Apart from the fact that no one talked of heroism, well, there is a tiny detail here: Al Akhbar is not owned by Hizbullah, and actually does criticize Hizbullah virultently. Check for example the corruption case of Salah Ezzedine. Needless to say that this point was made in the original NYT article, so what is Feltman babbling about. Does he want attention?

Does it occur to Feltman that defending or supporting Nasrallah may come from a conviction (heroic if he likes this word) that the guy is a leader to be respected, and that this probably reflects a large chunk of the Lebanese population and beyond?

From then on, Feltman’s answer loses all sense of logic and becomes plain stereotyping. Feltman confuses Western journalists, with Al Akhbar ones, lifestyle like drinking wine with political choice of supporting the resistance. This dimension is not even worth it to be explored, it has been done countless times on this blog.

And what did you know about Samir Kassir and Gebran Tueni? Just because they got killed makes them heroic? Is this how you guys work? Now that they are useless as such and can’t do much except through the way their image is being manipulated by your media, yes, they become heroic…

Besides, Feltman forgets that journalists of Al Akhbar and other press outlets as well as TV stations were killed by Israeli fire?
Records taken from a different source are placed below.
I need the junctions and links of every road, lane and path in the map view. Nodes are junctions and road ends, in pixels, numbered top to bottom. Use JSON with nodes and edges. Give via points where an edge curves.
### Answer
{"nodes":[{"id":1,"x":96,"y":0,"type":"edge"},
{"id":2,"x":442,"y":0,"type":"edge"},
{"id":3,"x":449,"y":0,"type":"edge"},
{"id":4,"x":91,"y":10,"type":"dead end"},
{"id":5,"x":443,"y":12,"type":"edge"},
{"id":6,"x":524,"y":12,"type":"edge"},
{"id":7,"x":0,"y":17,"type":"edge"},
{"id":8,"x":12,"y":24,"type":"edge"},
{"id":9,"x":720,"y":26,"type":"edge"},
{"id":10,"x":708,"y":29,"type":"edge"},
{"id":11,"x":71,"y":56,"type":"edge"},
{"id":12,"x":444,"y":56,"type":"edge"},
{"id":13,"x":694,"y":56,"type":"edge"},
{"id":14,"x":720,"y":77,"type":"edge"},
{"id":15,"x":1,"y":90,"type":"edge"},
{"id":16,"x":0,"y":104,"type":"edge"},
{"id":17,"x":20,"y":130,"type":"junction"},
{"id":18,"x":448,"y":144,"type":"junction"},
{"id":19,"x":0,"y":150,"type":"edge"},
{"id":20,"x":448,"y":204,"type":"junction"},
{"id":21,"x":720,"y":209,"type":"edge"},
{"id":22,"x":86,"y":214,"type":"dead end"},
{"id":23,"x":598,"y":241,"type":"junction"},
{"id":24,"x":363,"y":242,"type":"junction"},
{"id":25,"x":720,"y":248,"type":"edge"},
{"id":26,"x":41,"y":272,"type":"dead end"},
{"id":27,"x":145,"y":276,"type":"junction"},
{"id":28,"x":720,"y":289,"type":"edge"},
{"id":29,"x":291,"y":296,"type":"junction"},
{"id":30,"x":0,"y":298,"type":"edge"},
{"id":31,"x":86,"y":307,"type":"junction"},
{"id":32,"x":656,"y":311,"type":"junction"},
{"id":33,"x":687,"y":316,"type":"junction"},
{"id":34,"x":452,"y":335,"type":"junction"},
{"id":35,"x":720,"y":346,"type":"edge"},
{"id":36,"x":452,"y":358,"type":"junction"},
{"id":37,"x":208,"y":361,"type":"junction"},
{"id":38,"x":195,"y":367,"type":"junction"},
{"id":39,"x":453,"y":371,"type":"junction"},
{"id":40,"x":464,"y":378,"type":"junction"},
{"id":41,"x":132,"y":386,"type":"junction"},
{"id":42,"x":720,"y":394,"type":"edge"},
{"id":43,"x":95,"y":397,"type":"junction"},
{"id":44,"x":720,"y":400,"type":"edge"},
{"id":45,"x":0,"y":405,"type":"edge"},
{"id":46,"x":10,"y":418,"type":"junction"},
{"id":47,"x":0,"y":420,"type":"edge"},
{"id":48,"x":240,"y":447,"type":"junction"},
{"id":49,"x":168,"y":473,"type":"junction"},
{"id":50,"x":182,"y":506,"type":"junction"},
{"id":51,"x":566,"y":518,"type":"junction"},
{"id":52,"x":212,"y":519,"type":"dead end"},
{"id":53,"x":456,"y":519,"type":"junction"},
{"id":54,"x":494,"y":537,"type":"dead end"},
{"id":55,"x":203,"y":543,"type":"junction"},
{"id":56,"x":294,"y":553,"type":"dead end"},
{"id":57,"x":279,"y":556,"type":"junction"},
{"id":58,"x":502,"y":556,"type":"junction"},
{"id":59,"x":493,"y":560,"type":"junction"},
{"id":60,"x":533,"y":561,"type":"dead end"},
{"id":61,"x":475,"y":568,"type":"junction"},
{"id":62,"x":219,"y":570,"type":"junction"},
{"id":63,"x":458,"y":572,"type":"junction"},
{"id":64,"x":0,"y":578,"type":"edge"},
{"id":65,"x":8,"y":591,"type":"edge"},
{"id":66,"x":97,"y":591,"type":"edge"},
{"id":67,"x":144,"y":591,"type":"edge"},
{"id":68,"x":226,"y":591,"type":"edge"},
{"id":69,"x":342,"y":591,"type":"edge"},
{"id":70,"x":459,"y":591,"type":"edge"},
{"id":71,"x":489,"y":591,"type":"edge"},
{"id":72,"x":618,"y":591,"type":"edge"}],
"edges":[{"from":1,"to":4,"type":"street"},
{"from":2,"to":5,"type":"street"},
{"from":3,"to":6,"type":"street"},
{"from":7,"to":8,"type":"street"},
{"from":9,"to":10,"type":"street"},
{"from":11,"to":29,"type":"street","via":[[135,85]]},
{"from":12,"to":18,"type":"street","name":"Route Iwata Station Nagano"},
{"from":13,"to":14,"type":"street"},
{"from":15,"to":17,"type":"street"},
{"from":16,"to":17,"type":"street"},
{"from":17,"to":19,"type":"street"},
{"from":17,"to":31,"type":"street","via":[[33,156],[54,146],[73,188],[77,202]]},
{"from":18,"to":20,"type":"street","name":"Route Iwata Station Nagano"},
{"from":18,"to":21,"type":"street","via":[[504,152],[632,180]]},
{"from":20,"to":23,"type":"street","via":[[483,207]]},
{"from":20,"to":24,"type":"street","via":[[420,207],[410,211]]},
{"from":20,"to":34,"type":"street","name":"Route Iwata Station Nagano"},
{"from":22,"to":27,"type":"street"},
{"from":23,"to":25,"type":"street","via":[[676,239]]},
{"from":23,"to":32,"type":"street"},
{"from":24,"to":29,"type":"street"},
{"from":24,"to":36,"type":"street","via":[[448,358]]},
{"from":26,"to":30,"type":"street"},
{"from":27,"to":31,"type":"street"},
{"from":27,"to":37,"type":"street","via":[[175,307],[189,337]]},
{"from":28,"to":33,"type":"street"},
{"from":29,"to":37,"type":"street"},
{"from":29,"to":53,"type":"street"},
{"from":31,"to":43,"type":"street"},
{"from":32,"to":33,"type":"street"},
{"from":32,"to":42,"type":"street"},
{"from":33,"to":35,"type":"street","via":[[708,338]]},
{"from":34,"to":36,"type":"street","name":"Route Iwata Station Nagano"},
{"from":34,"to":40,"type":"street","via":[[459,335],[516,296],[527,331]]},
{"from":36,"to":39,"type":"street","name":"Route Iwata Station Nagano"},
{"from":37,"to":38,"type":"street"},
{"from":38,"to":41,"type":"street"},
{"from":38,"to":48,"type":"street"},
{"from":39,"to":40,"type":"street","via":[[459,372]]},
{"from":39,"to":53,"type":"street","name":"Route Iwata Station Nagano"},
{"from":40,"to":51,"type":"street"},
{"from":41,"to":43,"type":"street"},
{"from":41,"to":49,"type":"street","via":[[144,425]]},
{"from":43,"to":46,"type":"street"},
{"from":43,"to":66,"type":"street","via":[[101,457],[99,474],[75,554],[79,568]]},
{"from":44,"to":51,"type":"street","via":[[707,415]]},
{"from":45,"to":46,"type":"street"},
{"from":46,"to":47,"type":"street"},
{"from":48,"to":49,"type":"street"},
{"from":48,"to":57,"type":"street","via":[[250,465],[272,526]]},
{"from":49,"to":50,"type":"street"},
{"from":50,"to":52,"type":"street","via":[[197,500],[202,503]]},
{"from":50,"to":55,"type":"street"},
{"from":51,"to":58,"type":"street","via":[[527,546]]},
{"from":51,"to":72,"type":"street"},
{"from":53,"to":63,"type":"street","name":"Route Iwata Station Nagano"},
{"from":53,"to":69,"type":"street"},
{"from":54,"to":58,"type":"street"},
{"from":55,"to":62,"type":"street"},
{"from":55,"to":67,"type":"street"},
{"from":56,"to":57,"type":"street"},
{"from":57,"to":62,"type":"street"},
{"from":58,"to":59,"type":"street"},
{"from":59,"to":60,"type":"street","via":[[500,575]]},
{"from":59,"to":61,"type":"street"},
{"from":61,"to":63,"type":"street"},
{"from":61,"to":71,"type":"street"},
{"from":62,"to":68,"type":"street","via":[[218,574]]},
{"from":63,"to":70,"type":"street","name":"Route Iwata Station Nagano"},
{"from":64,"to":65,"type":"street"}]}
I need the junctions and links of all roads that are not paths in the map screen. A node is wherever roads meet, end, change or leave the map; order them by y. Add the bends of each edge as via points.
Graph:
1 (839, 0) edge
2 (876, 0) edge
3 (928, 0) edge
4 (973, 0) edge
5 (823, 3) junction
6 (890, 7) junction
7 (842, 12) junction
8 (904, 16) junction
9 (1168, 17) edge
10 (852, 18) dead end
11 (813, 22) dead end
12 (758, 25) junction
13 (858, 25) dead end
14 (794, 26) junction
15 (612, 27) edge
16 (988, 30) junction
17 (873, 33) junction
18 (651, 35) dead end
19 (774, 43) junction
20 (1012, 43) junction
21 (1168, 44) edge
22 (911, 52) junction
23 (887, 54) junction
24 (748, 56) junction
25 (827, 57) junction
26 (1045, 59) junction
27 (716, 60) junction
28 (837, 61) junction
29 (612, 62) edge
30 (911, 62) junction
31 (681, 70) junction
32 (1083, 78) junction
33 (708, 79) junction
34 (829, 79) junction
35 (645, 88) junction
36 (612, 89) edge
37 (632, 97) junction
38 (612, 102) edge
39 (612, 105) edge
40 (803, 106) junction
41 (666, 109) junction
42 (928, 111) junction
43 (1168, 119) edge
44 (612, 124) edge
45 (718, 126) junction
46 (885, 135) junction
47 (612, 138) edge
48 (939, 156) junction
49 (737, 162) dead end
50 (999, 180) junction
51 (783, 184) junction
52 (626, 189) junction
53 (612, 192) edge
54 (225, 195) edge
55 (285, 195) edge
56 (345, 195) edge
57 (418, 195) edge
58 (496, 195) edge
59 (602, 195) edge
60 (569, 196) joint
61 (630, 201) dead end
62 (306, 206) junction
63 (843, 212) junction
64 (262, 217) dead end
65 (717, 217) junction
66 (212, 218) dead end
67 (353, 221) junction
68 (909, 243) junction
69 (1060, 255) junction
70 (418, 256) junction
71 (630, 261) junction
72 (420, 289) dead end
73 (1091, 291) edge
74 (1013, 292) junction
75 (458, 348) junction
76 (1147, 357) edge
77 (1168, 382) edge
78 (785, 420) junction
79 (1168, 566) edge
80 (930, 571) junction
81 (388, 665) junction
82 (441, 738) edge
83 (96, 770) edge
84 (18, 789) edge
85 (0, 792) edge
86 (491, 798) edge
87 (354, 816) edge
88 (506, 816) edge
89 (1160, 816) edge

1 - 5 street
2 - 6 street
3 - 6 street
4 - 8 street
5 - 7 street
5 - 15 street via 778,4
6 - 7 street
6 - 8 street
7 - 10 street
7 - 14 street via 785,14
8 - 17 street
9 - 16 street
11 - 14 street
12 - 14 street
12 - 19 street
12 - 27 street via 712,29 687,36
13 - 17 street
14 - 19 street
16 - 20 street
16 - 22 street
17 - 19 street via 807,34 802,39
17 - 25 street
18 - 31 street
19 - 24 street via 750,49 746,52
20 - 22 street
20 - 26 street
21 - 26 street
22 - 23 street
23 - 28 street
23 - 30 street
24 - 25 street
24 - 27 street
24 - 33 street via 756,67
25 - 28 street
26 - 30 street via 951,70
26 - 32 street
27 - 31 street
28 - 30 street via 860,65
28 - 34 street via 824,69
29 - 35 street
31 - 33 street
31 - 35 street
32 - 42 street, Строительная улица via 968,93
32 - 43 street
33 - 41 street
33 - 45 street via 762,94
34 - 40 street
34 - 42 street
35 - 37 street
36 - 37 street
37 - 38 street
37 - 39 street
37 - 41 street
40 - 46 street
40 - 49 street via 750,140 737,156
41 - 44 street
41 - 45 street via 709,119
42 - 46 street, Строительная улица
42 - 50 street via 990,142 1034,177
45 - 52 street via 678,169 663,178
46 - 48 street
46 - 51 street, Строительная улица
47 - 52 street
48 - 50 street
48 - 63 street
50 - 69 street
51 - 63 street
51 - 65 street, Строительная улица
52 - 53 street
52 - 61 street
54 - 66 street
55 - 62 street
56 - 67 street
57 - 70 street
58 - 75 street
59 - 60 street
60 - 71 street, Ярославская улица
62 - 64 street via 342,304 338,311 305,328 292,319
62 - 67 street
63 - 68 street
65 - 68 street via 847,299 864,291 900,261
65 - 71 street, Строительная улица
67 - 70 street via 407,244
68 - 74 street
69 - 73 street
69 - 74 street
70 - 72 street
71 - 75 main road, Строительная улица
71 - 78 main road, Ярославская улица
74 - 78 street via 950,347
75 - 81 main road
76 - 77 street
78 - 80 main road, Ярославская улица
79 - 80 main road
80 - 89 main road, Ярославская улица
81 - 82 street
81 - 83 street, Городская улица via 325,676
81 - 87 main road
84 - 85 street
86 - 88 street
Are these considered more or less heroic act? I guess it depends who kills or on which arena you fall.

But above all as I was saying, Feltman’s answer sounds like someone’s desperate for attention. One could hear him shout: “no, someone hear me, I am that ambassador they’re talking about, and I did not have a belly ache, they aren’t so impressive believe me!” Well, someone is angry because he was not ‘received’!

American ambassadors, they come here, don’t understand anything about the politics of the place (except through the specific ideology their administration feeds them to implement). Then they leave, still ignorant, imbued by the stereotypes they could gather from this or that dinner they had the chance to go to, wondering why their projects did not work.

Update: For a more elaborate answer, just found Angry Arab’s.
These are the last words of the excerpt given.